The intent of today’s blog is not to question or critique the ways and practices of our separated brethren churches. There are enough webpages and blogs that rant and inveigh heavily on them, many with hardly a scintilla of charity. But if it is really just the fact that the sensorial experience is what has caused the exit from our churches to happen, what is more pertinent is to address what worship is, and what constitutes a massage of the senses.
I will be the first to agree that in the modern mind, the Catholic Liturgy is an acquired taste. Any new comer who sees the liturgy for the first time is bound to find himself in a different space, more so if the only experience of being in a sea of people who sing en-masse is at pop concerts or parades in a secular or commercial setting. It would only be natural to compare the liturgy to what one had experienced before and come to the conclusion that the Roman liturgy ‘sucks’ at entertaining and crowd pulling. That’s the main problem – the liturgy has never been about entertainment or engagement of the senses at those levels, and it is certainly not focused on feelings.

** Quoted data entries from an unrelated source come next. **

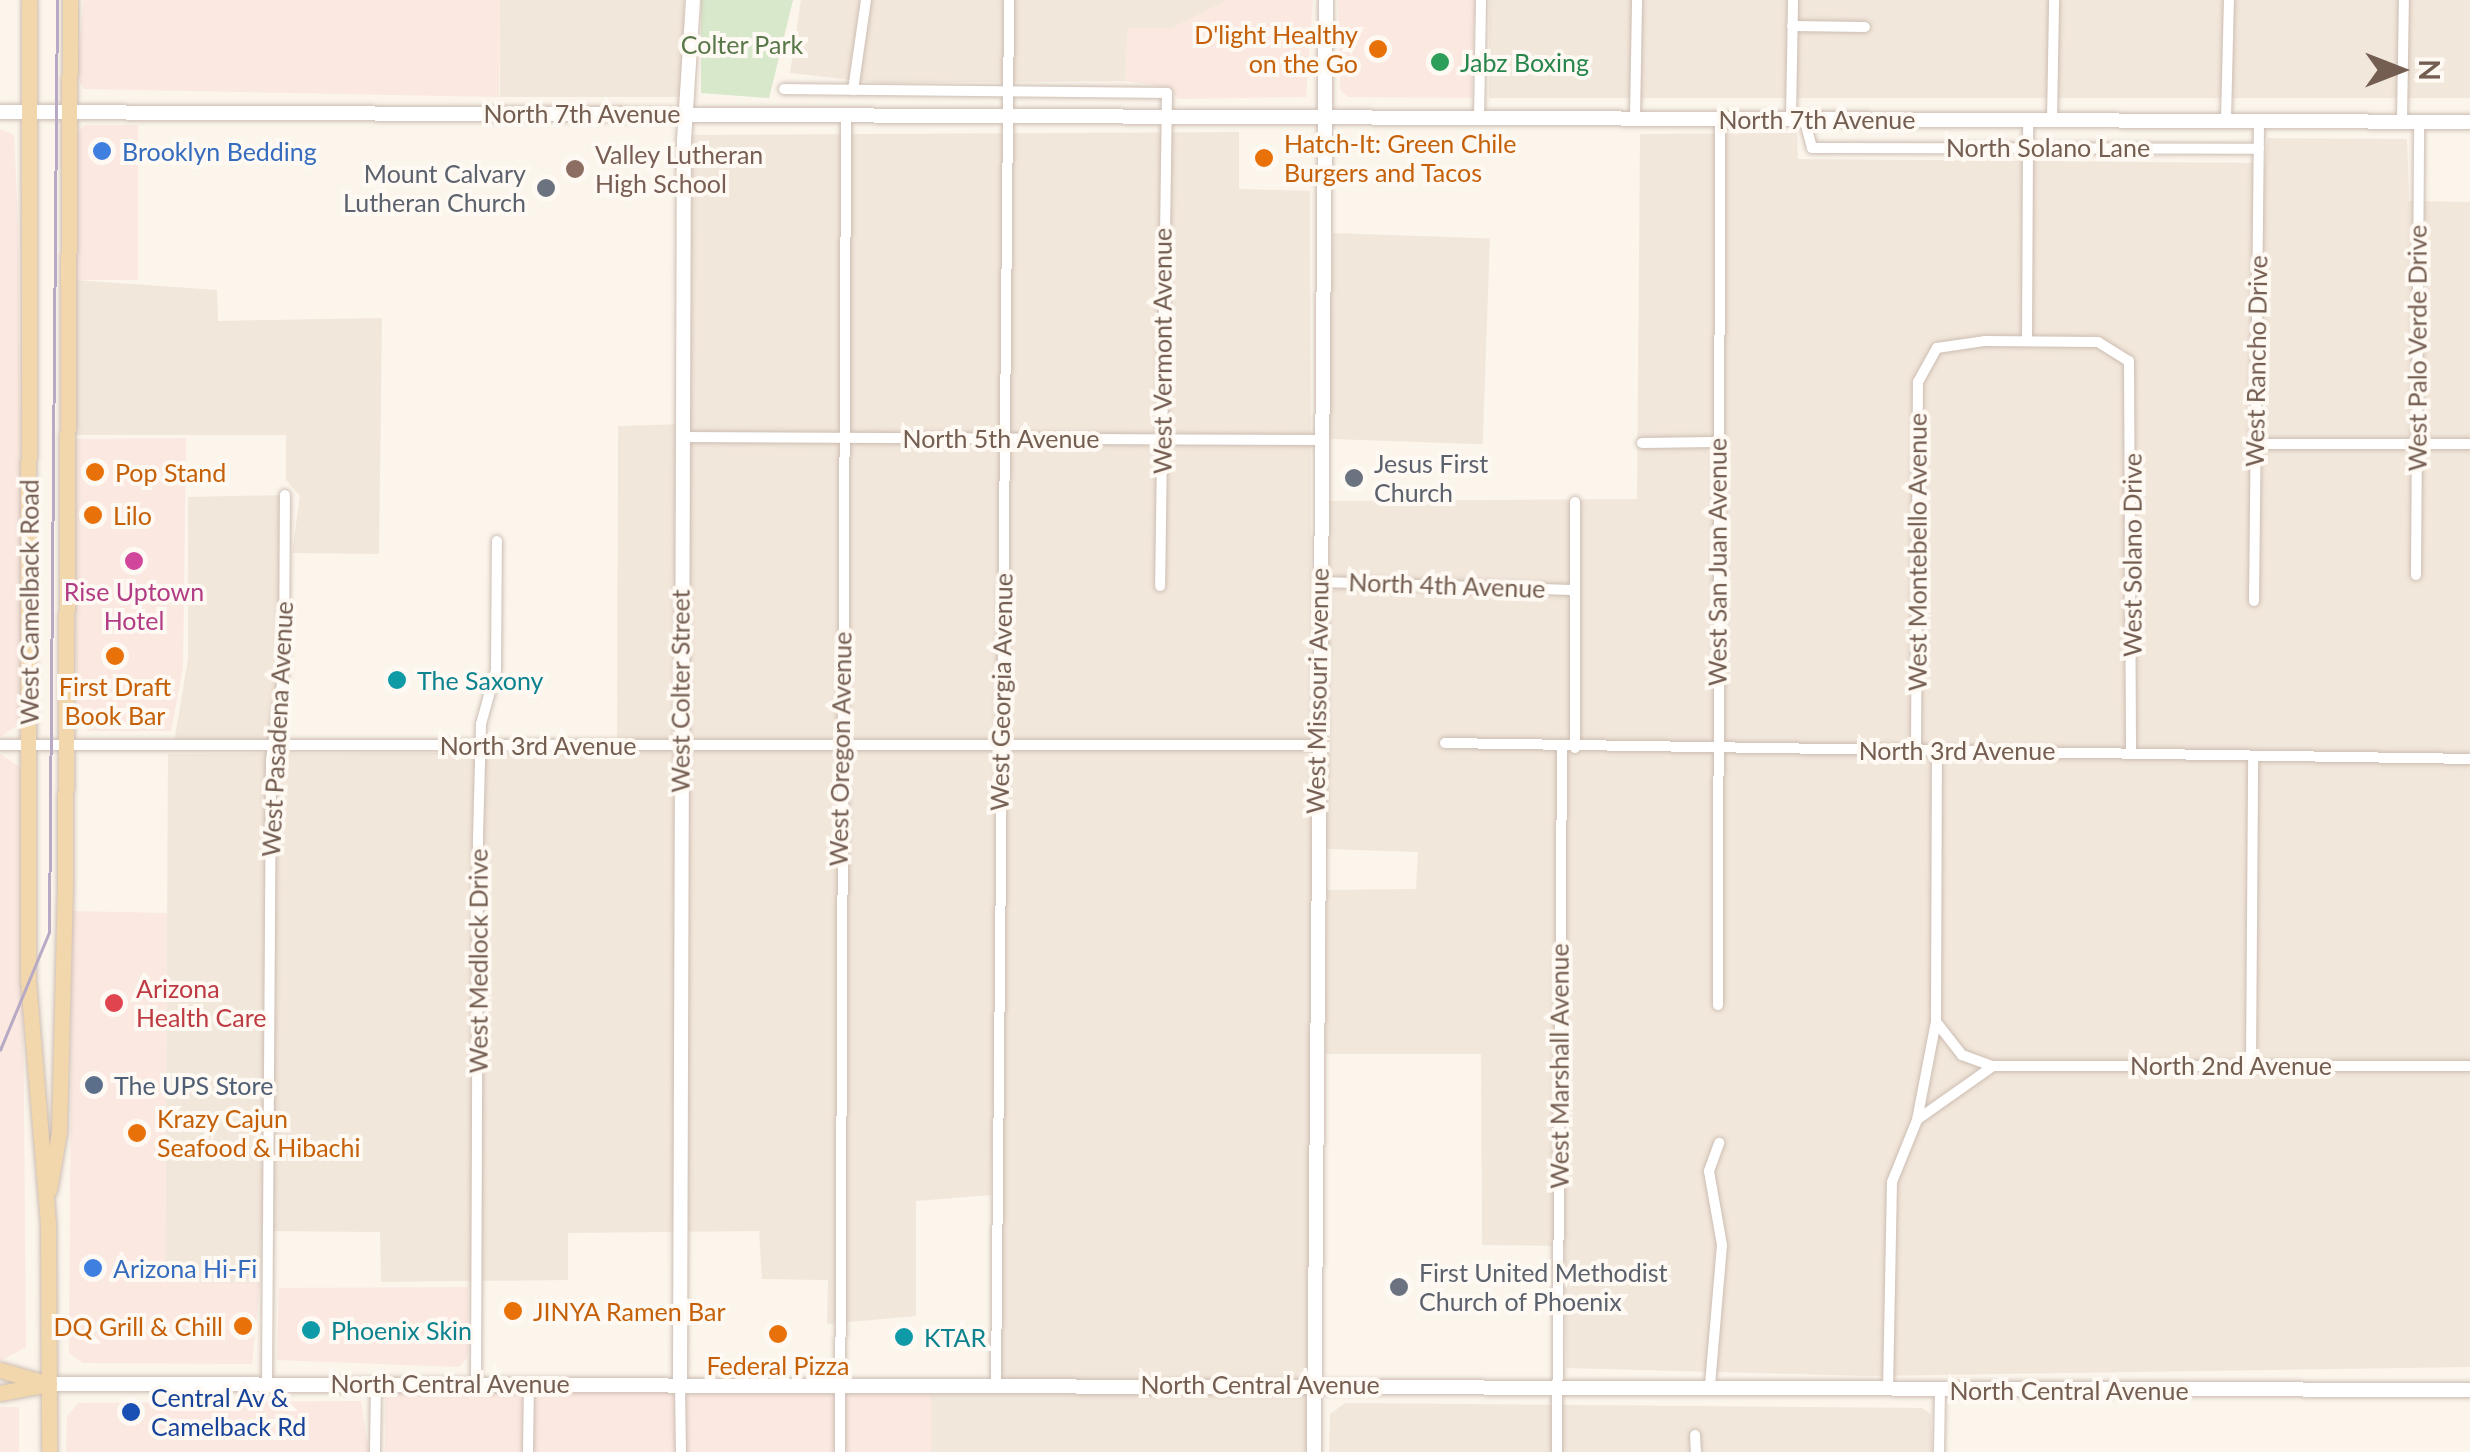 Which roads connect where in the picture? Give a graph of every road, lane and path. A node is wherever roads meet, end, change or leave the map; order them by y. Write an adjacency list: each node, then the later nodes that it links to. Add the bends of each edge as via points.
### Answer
1 (29, 0): 19 (main road, West Camelback Road)
2 (70, 0): 20 (main road, West Camelback Road)
3 (693, 0): 21 (main road, West Colter Street)
4 (866, 0): 17 (street)
5 (1008, 0): 16 (street, West Georgia Avenue)
6 (1326, 0): 25 (main road, West Missouri Avenue)
7 (1481, 0): 26 (street)
8 (1637, 0): 27 (street)
9 (1793, 0): 13 (street)
10 (2054, 0): 31 (street)
11 (2229, 0): 32 (street)
12 (2404, 0): 34 (street)
13 (1792, 26): 14 (street); 29 (street)
14 (1865, 27)
15 (784, 89): 17 (street)
16 (1005, 89): 17 (street); 23 (street, West Georgia Avenue); 24 (street, via 1164,91)
17 (853, 90)
18 (0, 112): 19 (main road, North 7th Avenue)
19 (24, 112): 20 (main road, North 7th Avenue); 62 (main road, West Camelback Road)
20 (68, 112): 21 (main road, North 7th Avenue); 59 (main road, West Camelback Road)
21 (687, 113): 22 (main road, North 7th Avenue); 40 (main road, West Colter Street)
22 (846, 114): 23 (main road, North 7th Avenue); 41 (street, West Oregon Avenue)
23 (1004, 116): 24 (main road, North 7th Avenue); 42 (street, West Georgia Avenue)
24 (1164, 116): 25 (main road, North 7th Avenue); 43 (street, West Vermont Avenue)
25 (1324, 118): 26 (main road, North 7th Avenue); 44 (main road, West Missouri Avenue)
26 (1479, 118): 27 (main road, North 7th Avenue)
27 (1635, 118): 28 (main road, North 7th Avenue)
28 (1720, 118): 29 (main road, North 7th Avenue); 45 (street, West San Juan Avenue)
29 (1798, 118): 30 (main road, North 7th Avenue); 37 (street, North Solano Lane, via 1812,148)
30 (2028, 120): 31 (main road, North 7th Avenue); 37 (street)
31 (2052, 120): 32 (main road, North 7th Avenue)
32 (2226, 120): 33 (main road, North 7th Avenue)
33 (2259, 120): 34 (main road, North 7th Avenue); 38 (street, West Rancho Drive)
34 (2402, 121): 35 (main road, North 7th Avenue)
35 (2419, 121): 36 (main road, North 7th Avenue); 48 (street, West Palo Verde Drive)
36 (2470, 122)
37 (2028, 146): 38 (street, North Solano Lane); 39 (street)
38 (2259, 149): 47 (street, West Rancho Drive)
39 (2027, 342): 71 (street, West Montebello Avenue, via 1950,343 1928,356 1918,382); 73 (street, West Solano Drive, via 2098,342 2130,361)
40 (682, 437): 41 (street, North 5th Avenue); 65 (main road, West Colter Street)
41 (844, 437): 42 (street, North 5th Avenue); 66 (street, West Oregon Avenue)
42 (1004, 438): 43 (street, North 5th Avenue); 67 (street, West Georgia Avenue)
43 (1161, 438): 44 (street, North 5th Avenue); 55 (street, West Vermont Avenue)
44 (1320, 440): 54 (main road, West Missouri Avenue)
45 (1718, 442): 46 (street); 70 (street, West San Juan Avenue)
46 (1642, 443)
47 (2255, 444): 48 (street); 57 (street, West Rancho Drive)
48 (2416, 444): 49 (street); 53 (street, West Palo Verde Drive)
49 (2470, 444)
50 (285, 495): 58 (street, West Pasadena Avenue, via 284,669)
51 (1575, 502): 56 (street)
52 (497, 541): 64 (street, West Medlock Drive, via 496,670)
53 (2416, 575)
54 (1318, 582): 56 (street, North 4th Avenue); 63 (main road, West Missouri Avenue)
55 (1160, 586)
56 (1575, 590): 69 (street)
57 (2254, 601)
58 (272, 743): 59 (street, North 3rd Avenue); 64 (street, North 3rd Avenue); 88 (street, West Pasadena Avenue)
59 (66, 744): 62 (street, North 3rd Avenue); 82 (main road, West Camelback Road)
60 (1444, 744): 68 (street, North 3rd Avenue)
61 (0, 745): 62 (street, North 3rd Avenue)
62 (29, 745): 81 (main road, West Camelback Road)
63 (1317, 745): 67 (street, North 3rd Avenue); 92 (main road, West Missouri Avenue)
64 (480, 746): 65 (street, North 3rd Avenue); 89 (street, West Medlock Drive)
65 (679, 746): 66 (street, North 3rd Avenue); 91 (main road, West Colter Street)
66 (841, 746): 67 (street, North 3rd Avenue); 94 (street, West Oregon Avenue)
67 (1000, 746): 96 (street, West Georgia Avenue)
68 (1562, 748): 69 (street, North 3rd Avenue); 95 (street, West Marshall Avenue)
69 (1575, 748): 70 (street, North 3rd Avenue)
70 (1718, 750): 71 (street, North 3rd Avenue); 76 (street, West San Juan Avenue)
71 (1916, 750): 72 (street, North 3rd Avenue)
72 (1937, 750): 73 (street, North 3rd Avenue); 77 (street)
73 (2131, 750): 74 (street, North 3rd Avenue)
74 (2253, 756): 75 (street, North 3rd Avenue); 78 (street)
75 (2470, 759)
76 (1718, 1005)
77 (1936, 1021): 79 (street, via 1962,1055); 83 (street)
78 (2251, 1065): 79 (street, North 2nd Avenue); 80 (street, North 2nd Avenue)
79 (1992, 1066): 83 (street)
80 (2470, 1066)
81 (32, 1076): 82 (main road); 85 (main road, West Camelback Road)
82 (59, 1115): 85 (main road, West Camelback Road)
83 (1917, 1120): 98 (street, via 1890,1206)
84 (1720, 1143): 97 (street, via 1709,1171 1722,1245)
85 (47, 1204): 93 (main road, West Camelback Road)
86 (0, 1370): 93 (main road, North Central Avenue)
87 (376, 1382): 88 (main road, North Central Avenue); 89 (main road, North Central Avenue); 105 (street)
88 (267, 1383): 93 (main road, North Central Avenue)
89 (476, 1383): 90 (main road, North Central Avenue)
90 (528, 1383): 91 (main road, North Central Avenue); 106 (street)
91 (680, 1383): 94 (main road, North Central Avenue); 103 (street)
92 (1314, 1383): 95 (main road, North Central Avenue); 96 (main road, North Central Avenue); 108 (main road, West Missouri Avenue)
93 (49, 1384): 101 (main road, North Central Avenue); 104 (main road, West Camelback Road)
94 (839, 1384): 96 (main road, North Central Avenue); 107 (street, West Oregon Avenue)
95 (1558, 1384): 97 (main road, North Central Avenue); 109 (street, West Marshall Avenue)
96 (996, 1385)
97 (1710, 1385): 98 (main road, North Central Avenue)
98 (1888, 1390): 100 (main road, North Central Avenue)
99 (2470, 1390): 100 (main road, North Central Avenue)
100 (1940, 1391): 111 (street)
101 (0, 1393)
102 (1696, 1435): 110 (street)
103 (681, 1449)
104 (49, 1452)
105 (375, 1452)
106 (528, 1452)
107 (840, 1452)
108 (1314, 1452)
109 (1556, 1452)
110 (1696, 1452)
111 (1940, 1452)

If the purpose of the Mass is meant to entertain the people, the Congregation of Divine Worship at the Vatican would need to be renamed the Congregation of Spiritual Entertainment and Audio and Visual Delights. The fact that the Mass is Divine Worship means that it is to God that our attention and purpose is turned to. It is not about us. Not about how we feel, what panders to our senses, what makes us clap our hands in approval of how one singer has sung or how upbeat the choir performance was, or how slick the production was. Those accolades are rightly given to concerts and productions of a worldly nature, and whose purpose is ultimately profit-driven and being popular.
What our faith ultimately seeks is to nurture and grow mature and discerning Christ-centered adults who are committed to all areas of life, and this includes their commitments to marriage, to their families, to their jobs and vocations, and ultimately to God. A very strong foundation of this commitment is grounded in things and activities that build tenacity, discipline and an appreciation for order. None of these are handed on well by novelty, being entertaining, gimmickry or excitement. These may thrill and delight, but are momentary and ephemeral at best.

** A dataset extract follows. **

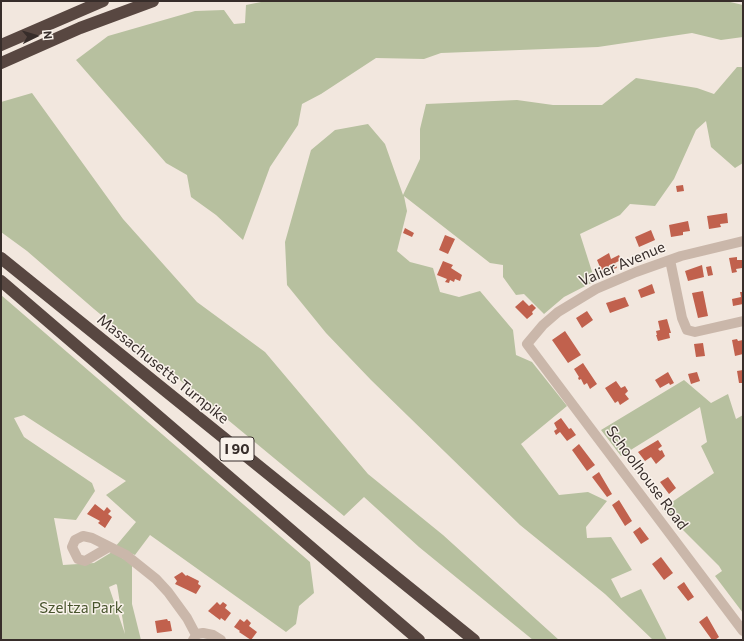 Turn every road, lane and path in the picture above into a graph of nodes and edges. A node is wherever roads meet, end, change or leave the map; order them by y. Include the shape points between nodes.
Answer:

The Catholic Church has sacred roots that have stood the test of time. To say that it needs to ‘move with the times’ is akin to saying that God too needs to ‘move with the times.’ The unspoken narrative behind this statement is that even God is mutable and needs to change, subjecting God to forces that even He needs to respect.

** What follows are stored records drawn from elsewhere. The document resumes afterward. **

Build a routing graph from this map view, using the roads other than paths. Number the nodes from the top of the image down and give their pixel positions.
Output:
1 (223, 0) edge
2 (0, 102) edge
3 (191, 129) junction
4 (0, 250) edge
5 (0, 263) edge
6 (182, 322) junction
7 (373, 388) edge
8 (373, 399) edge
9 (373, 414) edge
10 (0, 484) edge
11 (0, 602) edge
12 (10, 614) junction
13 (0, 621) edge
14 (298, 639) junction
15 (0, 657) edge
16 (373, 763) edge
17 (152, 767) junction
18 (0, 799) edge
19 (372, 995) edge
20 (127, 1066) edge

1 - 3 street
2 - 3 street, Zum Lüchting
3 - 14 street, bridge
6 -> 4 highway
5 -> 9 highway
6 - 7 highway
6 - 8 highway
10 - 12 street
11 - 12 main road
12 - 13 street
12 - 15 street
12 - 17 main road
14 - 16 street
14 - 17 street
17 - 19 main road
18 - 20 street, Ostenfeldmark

Often in life, what is of good value and what feeds the soul requires much dedication. Perhaps our modern day culture has compromised too much due to its addiction to efficiency. All addictions are a great challenge to be weaned off from. But if we are taught from a very young age to appreciate the sublime, to be in awe of beauty that is deep and to know the difference between smarts and wisdom, the path is always one that requires much more attention than entertainment. A child who is schooled in books and the discipline of reading will be deeper than one who is surrounded constantly by gadgets, the Internet and the television. I personally know of a very talented chef and his wife who have two lovely children below the age of 10. These delightful girls have adult taste buds, and have never developed a taste for fast food or junk food. This is because their loving parents have always given them the food that they themselves eat, wanting to form their appreciation for taste that is wide and varied, and it is a delight to see them appreciate the complexities of tastes at such tender ages. I can see Mother Church doing this for her flock through the Liturgy that she provides.
The great challenge posed to us as Church is to continue striving to impart to our children the foundational importance of loving God, worshipping God and living under the auspices and aegis of God. How are we building their foundation to truly pray and worship God for his sake and not for ours?
Treats given constantly and ending up as meal replacements will simply ruin the body. Ask any nutritionist.